St Antonius Ziekenhuis, Nieuwegein, the Netherlands.
French Alliance for Cardiovascular Trials (FACT), Hôpital Bichat, Paris, France; Université de Paris, Paris, France; INSERM U-1148, Paris, France; Hôpital Bichat, Assistance Publique-Hôpitaux de Paris, Paris, France.
Am J Cardiol. 2020 Mar 1;125(5):735-743. doi: 10.1016/j.amjcard.2019.11.029. Epub 2019 Dec 9.
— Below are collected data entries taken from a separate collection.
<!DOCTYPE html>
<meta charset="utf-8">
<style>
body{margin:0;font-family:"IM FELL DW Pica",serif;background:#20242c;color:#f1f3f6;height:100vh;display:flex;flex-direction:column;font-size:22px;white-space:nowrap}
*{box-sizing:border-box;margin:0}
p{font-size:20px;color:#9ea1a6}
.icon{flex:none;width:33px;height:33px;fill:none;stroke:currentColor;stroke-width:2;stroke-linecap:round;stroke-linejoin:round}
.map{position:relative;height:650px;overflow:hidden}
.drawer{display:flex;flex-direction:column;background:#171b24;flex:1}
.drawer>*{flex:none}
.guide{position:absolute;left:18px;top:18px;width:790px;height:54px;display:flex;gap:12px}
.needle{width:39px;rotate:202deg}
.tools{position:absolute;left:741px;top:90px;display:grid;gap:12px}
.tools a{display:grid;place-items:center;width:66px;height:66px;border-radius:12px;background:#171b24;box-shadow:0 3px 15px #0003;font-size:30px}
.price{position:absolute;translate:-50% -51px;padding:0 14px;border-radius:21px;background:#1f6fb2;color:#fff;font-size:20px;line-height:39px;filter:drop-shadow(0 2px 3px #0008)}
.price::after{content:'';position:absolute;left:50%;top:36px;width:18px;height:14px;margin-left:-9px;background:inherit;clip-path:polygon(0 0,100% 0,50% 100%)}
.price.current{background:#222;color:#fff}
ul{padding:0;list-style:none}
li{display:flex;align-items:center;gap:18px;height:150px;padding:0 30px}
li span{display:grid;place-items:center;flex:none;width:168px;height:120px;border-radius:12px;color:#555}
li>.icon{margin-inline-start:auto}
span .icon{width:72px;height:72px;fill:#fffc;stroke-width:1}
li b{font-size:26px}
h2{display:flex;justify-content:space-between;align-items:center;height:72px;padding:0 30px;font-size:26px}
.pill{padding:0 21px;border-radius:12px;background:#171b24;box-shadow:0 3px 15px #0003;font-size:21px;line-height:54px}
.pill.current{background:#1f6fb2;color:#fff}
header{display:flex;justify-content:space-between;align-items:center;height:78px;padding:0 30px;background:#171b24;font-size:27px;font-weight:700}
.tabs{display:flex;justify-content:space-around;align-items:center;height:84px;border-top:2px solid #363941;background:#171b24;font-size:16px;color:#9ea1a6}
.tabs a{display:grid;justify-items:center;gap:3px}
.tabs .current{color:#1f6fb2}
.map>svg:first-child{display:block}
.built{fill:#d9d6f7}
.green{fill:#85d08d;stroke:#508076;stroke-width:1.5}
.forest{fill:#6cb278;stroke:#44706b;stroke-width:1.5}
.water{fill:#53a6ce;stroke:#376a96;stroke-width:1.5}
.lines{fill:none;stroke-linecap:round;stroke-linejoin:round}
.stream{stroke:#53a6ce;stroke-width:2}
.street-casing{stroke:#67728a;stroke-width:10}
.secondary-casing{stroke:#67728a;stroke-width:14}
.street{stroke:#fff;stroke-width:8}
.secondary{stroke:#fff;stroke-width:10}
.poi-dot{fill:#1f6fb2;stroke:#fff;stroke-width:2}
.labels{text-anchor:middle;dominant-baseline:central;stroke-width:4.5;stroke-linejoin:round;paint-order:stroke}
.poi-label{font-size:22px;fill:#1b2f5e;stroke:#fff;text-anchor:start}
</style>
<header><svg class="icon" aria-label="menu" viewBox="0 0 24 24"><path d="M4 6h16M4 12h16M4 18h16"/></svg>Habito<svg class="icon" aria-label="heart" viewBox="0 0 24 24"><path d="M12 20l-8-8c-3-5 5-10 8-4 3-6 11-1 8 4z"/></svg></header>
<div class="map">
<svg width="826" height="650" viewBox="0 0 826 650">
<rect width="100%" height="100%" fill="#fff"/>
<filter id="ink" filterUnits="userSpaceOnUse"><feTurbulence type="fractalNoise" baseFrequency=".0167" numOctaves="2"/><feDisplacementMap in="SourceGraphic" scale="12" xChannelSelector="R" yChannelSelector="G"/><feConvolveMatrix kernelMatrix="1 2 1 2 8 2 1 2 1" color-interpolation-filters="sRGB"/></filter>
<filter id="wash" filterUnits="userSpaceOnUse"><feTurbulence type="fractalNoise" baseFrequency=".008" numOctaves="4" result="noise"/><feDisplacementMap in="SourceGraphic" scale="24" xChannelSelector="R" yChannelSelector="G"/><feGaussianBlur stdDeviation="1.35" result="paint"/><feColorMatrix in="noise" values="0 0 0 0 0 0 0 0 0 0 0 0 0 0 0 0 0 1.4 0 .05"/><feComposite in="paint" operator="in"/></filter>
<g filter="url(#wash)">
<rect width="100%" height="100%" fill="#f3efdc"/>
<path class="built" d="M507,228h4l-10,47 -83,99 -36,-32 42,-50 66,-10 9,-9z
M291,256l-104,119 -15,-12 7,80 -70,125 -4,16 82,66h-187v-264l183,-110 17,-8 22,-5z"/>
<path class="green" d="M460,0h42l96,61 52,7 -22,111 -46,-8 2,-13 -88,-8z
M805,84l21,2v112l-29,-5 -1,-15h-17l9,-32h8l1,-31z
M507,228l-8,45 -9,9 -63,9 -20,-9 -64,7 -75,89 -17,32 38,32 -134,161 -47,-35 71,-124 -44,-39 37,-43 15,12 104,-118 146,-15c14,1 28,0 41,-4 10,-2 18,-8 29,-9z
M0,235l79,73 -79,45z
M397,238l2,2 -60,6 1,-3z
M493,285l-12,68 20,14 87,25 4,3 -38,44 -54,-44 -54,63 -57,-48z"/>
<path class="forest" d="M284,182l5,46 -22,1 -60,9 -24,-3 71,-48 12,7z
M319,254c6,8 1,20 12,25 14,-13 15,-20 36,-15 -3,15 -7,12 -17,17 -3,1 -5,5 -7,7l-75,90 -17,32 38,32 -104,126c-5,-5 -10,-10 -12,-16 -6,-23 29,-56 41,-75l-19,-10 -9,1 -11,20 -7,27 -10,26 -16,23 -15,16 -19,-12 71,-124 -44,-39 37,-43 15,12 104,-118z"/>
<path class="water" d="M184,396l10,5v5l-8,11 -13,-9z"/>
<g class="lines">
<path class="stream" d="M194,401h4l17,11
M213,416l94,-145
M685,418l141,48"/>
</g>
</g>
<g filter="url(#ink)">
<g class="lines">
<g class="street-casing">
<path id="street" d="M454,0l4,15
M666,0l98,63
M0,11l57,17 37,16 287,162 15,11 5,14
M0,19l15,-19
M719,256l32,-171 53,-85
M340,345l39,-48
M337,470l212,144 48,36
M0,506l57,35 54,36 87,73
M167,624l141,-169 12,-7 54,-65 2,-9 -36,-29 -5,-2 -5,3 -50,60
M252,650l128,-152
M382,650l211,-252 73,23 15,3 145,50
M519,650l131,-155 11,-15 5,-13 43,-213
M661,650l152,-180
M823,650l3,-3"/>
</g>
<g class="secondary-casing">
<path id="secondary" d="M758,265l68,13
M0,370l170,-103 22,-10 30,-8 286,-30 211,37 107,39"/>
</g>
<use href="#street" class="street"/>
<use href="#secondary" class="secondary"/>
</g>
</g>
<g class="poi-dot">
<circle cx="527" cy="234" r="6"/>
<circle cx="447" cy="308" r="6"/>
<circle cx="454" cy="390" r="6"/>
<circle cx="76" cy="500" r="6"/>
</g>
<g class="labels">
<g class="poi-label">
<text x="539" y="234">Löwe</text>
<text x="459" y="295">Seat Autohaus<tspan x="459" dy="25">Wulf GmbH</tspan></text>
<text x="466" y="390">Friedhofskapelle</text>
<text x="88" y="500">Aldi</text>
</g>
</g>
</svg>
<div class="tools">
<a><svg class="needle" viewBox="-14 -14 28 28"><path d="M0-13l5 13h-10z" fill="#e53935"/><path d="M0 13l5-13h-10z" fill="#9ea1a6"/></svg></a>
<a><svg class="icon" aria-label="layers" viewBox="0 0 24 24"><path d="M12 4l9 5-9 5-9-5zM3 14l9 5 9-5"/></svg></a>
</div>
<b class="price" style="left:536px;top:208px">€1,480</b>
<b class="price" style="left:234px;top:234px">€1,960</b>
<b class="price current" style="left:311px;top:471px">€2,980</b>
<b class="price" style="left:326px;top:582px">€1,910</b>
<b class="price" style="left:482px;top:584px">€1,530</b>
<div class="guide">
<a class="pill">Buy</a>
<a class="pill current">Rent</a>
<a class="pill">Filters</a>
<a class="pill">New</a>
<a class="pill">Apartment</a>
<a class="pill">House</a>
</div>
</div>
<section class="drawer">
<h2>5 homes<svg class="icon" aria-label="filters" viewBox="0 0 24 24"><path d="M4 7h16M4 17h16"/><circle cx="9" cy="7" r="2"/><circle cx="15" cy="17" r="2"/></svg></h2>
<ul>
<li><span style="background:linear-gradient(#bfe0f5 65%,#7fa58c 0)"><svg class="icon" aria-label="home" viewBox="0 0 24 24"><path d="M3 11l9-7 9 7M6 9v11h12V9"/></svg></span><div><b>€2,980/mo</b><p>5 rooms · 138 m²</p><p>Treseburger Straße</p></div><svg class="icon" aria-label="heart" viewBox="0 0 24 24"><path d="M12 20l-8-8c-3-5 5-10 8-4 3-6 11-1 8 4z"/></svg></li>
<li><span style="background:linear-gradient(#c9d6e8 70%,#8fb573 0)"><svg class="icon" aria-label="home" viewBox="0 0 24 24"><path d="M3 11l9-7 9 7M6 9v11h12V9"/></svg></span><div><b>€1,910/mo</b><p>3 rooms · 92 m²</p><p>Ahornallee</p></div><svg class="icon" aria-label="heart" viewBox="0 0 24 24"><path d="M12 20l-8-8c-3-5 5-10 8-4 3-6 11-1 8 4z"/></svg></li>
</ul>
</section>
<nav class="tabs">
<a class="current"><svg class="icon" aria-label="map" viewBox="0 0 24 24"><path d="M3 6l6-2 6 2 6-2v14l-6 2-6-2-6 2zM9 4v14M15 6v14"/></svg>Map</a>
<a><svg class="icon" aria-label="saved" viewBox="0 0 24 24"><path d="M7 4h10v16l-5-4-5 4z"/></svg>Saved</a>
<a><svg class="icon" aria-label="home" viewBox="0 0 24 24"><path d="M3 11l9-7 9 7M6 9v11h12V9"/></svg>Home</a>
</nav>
The RE-DUAL PCI trial reported that dabigatran dual therapy (110/150 mg twice daily, plus clopidogrel or ticagrelor) reduced bleeding events versus warfarin triple therapy (warfarin plus aspirin and clopidogrel or ticagrelor) in patients with atrial fibrillation who underwent percutaneous coronary intervention, with noninferiority in composite thromboembolic events. In this prespecified analysis, risks of first major or clinically relevant nonmajor bleeding event and composite end point of death, thromboembolic events, or unplanned revascularization were compared between dabigatran dual therapy and warfarin triple therapy in older (≥ 75 years) and younger (< 75 years) patients, using Cox proportional hazard regression. Of 2,725 patients randomized to treatment, 1,026 (37.7%) were categorized into older and 1,699 (62.3%) into younger age groups. Dabigatran 110 mg dual therapy lowered bleeding risk versus warfarin triple therapy in older (hazard ratio [HR] 0.67; 95% confidence interval [CI] 0.51 to 0.89) and younger patients (HR 0.40; 95% CI 0.30 to 0.54); interaction p value: 0.0125. Dabigatran 150 mg dual therapy lowered bleeding risk versus warfarin triple therapy in younger patients (HR 0.57; 95% CI 0.44 to 0.74), whereas no benefit could be observed in older patients (HR 1.21; 95% CI 0.83 to 1.77); interaction p value: 0.0013. For the thromboembolic end point, there was a trend for a higher risk with dabigatran 110 mg dual therapy in older patients, compared with warfarin triple therapy, whereas the risk was similar in younger patients. For dabigatran 150 mg dual therapy, the thromboembolic risk versus warfarin triple therapy was similar in older and younger patients. In conclusion, the benefits of dabigatran dual therapy differed in the 2 age groups, which may help dose selection when using dabigatran dual therapy.
RE-DUAL PCI 试验报告称,与华法林三联疗法(华法林+阿司匹林+氯吡格雷或替格瑞洛)相比,达比加群双重疗法(110/150mg,每日两次)可降低接受经皮冠状动脉介入治疗的房颤患者的出血事件风险,且复合血栓栓塞事件无差异。在该预先指定的分析中,使用 Cox 比例风险回归比较了达比加群双重疗法与华法林三联疗法在年龄较大(≥75 岁)和年龄较小(<75 岁)患者中的首次主要或临床相关非主要出血事件和复合终点(死亡、血栓栓塞事件或计划性血运重建)风险。在 2725 名随机接受治疗的患者中,1026 名(37.7%)归入年龄较大组,1699 名(62.3%)归入年龄较小组。达比加群 110mg 双重疗法降低了老年(风险比 [HR]0.67;95%置信区间 [CI]0.51 至 0.89)和年轻患者(HR0.40;95%CI0.30 至 0.54)的出血风险;交互 p 值:0.0125。达比加群 150mg 双重疗法降低了年轻患者的出血风险(HR0.57;95%CI0.44 至 0.74),而在老年患者中未观察到获益(HR1.21;95%CI0.83 至 1.77);交互 p 值:0.0013。对于血栓栓塞终点,与华法林三联疗法相比,达比加群 110mg 双重疗法在老年患者中呈现出更高风险的趋势,而在年轻患者中风险相似。对于达比加群 150mg 双重疗法,与华法林三联疗法相比,老年和年轻患者的血栓栓塞风险相似。总之,达比加群双重疗法在这两个年龄组中的获益不同,这可能有助于在使用达比加群双重疗法时选择剂量。